>>

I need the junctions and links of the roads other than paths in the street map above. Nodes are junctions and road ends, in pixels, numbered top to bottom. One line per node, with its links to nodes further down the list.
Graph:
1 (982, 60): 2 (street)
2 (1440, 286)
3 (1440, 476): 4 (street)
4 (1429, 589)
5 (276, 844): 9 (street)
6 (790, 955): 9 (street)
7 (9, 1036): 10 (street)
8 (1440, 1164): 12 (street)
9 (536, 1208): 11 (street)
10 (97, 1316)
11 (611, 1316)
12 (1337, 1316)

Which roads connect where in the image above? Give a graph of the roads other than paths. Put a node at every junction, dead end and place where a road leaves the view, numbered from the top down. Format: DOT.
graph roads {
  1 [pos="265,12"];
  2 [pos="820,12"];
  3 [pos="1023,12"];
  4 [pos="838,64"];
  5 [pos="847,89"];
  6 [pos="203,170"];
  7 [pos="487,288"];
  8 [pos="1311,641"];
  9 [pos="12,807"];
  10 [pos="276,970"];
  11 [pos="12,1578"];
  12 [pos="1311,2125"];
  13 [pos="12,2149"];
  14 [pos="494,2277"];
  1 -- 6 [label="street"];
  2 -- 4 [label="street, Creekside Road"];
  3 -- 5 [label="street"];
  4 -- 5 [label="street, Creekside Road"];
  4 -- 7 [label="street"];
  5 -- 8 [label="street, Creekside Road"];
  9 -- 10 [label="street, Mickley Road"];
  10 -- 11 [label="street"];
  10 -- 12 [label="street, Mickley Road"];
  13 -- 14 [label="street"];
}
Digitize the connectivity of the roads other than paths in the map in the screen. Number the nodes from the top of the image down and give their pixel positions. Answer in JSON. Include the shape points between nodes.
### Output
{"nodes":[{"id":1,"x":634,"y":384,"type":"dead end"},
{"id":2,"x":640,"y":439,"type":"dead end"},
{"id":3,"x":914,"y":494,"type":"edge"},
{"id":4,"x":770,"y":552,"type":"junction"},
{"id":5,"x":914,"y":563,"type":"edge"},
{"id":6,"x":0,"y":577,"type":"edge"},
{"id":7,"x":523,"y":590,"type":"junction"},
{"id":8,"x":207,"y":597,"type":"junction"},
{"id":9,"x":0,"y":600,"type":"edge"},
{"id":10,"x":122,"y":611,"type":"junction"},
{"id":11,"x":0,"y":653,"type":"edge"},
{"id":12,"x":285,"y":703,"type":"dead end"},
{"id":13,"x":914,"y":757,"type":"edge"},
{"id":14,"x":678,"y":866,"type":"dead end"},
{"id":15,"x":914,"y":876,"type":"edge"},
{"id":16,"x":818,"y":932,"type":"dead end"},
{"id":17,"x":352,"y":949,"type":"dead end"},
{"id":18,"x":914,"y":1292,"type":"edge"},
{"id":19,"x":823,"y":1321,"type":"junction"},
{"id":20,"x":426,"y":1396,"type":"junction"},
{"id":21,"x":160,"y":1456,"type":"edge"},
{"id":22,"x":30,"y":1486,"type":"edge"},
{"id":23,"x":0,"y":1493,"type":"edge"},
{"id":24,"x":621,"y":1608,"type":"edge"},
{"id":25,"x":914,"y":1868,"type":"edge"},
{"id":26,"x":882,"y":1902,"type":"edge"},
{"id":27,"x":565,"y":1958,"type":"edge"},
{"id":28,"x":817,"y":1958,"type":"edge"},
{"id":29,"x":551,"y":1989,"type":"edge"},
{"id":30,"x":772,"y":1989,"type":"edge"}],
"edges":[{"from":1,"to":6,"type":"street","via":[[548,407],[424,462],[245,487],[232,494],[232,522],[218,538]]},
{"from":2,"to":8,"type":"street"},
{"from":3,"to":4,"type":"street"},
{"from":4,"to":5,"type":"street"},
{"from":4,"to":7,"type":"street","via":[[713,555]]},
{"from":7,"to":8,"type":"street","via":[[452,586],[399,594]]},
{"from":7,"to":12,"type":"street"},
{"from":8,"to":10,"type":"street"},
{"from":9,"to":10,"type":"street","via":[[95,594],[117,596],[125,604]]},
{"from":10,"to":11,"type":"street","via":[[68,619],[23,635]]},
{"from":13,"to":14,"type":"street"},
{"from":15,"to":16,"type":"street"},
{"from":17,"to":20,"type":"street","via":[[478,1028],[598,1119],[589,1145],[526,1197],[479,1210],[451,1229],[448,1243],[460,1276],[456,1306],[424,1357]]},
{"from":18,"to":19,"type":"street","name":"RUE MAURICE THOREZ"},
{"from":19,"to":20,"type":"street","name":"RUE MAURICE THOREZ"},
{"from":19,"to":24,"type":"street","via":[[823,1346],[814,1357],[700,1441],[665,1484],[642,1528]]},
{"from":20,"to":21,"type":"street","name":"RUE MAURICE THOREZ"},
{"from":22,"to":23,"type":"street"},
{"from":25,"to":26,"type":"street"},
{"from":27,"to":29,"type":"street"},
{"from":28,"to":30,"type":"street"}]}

<<

The expected answer is the complete material, restated exactly.

» Response
I need the junctions and links of the roads other than paths in the street map above. Nodes are junctions and road ends, in pixels, numbered top to bottom. One line per node, with its links to nodes further down the list.
Graph:
1 (982, 60): 2 (street)
2 (1440, 286)
3 (1440, 476): 4 (street)
4 (1429, 589)
5 (276, 844): 9 (street)
6 (790, 955): 9 (street)
7 (9, 1036): 10 (street)
8 (1440, 1164): 12 (street)
9 (536, 1208): 11 (street)
10 (97, 1316)
11 (611, 1316)
12 (1337, 1316)

Which roads connect where in the image above? Give a graph of the roads other than paths. Put a node at every junction, dead end and place where a road leaves the view, numbered from the top down. Format: DOT.
graph roads {
  1 [pos="265,12"];
  2 [pos="820,12"];
  3 [pos="1023,12"];
  4 [pos="838,64"];
  5 [pos="847,89"];
  6 [pos="203,170"];
  7 [pos="487,288"];
  8 [pos="1311,641"];
  9 [pos="12,807"];
  10 [pos="276,970"];
  11 [pos="12,1578"];
  12 [pos="1311,2125"];
  13 [pos="12,2149"];
  14 [pos="494,2277"];
  1 -- 6 [label="street"];
  2 -- 4 [label="street, Creekside Road"];
  3 -- 5 [label="street"];
  4 -- 5 [label="street, Creekside Road"];
  4 -- 7 [label="street"];
  5 -- 8 [label="street, Creekside Road"];
  9 -- 10 [label="street, Mickley Road"];
  10 -- 11 [label="street"];
  10 -- 12 [label="street, Mickley Road"];
  13 -- 14 [label="street"];
}
Digitize the connectivity of the roads other than paths in the map in the screen. Number the nodes from the top of the image down and give their pixel positions. Answer in JSON. Include the shape points between nodes.
### Output
{"nodes":[{"id":1,"x":634,"y":384,"type":"dead end"},
{"id":2,"x":640,"y":439,"type":"dead end"},
{"id":3,"x":914,"y":494,"type":"edge"},
{"id":4,"x":770,"y":552,"type":"junction"},
{"id":5,"x":914,"y":563,"type":"edge"},
{"id":6,"x":0,"y":577,"type":"edge"},
{"id":7,"x":523,"y":590,"type":"junction"},
{"id":8,"x":207,"y":597,"type":"junction"},
{"id":9,"x":0,"y":600,"type":"edge"},
{"id":10,"x":122,"y":611,"type":"junction"},
{"id":11,"x":0,"y":653,"type":"edge"},
{"id":12,"x":285,"y":703,"type":"dead end"},
{"id":13,"x":914,"y":757,"type":"edge"},
{"id":14,"x":678,"y":866,"type":"dead end"},
{"id":15,"x":914,"y":876,"type":"edge"},
{"id":16,"x":818,"y":932,"type":"dead end"},
{"id":17,"x":352,"y":949,"type":"dead end"},
{"id":18,"x":914,"y":1292,"type":"edge"},
{"id":19,"x":823,"y":1321,"type":"junction"},
{"id":20,"x":426,"y":1396,"type":"junction"},
{"id":21,"x":160,"y":1456,"type":"edge"},
{"id":22,"x":30,"y":1486,"type":"edge"},
{"id":23,"x":0,"y":1493,"type":"edge"},
{"id":24,"x":621,"y":1608,"type":"edge"},
{"id":25,"x":914,"y":1868,"type":"edge"},
{"id":26,"x":882,"y":1902,"type":"edge"},
{"id":27,"x":565,"y":1958,"type":"edge"},
{"id":28,"x":817,"y":1958,"type":"edge"},
{"id":29,"x":551,"y":1989,"type":"edge"},
{"id":30,"x":772,"y":1989,"type":"edge"}],
"edges":[{"from":1,"to":6,"type":"street","via":[[548,407],[424,462],[245,487],[232,494],[232,522],[218,538]]},
{"from":2,"to":8,"type":"street"},
{"from":3,"to":4,"type":"street"},
{"from":4,"to":5,"type":"street"},
{"from":4,"to":7,"type":"street","via":[[713,555]]},
{"from":7,"to":8,"type":"street","via":[[452,586],[399,594]]},
{"from":7,"to":12,"type":"street"},
{"from":8,"to":10,"type":"street"},
{"from":9,"to":10,"type":"street","via":[[95,594],[117,596],[125,604]]},
{"from":10,"to":11,"type":"street","via":[[68,619],[23,635]]},
{"from":13,"to":14,"type":"street"},
{"from":15,"to":16,"type":"street"},
{"from":17,"to":20,"type":"street","via":[[478,1028],[598,1119],[589,1145],[526,1197],[479,1210],[451,1229],[448,1243],[460,1276],[456,1306],[424,1357]]},
{"from":18,"to":19,"type":"street","name":"RUE MAURICE THOREZ"},
{"from":19,"to":20,"type":"street","name":"RUE MAURICE THOREZ"},
{"from":19,"to":24,"type":"street","via":[[823,1346],[814,1357],[700,1441],[665,1484],[642,1528]]},
{"from":20,"to":21,"type":"street","name":"RUE MAURICE THOREZ"},
{"from":22,"to":23,"type":"street"},
{"from":25,"to":26,"type":"street"},
{"from":27,"to":29,"type":"street"},
{"from":28,"to":30,"type":"street"}]}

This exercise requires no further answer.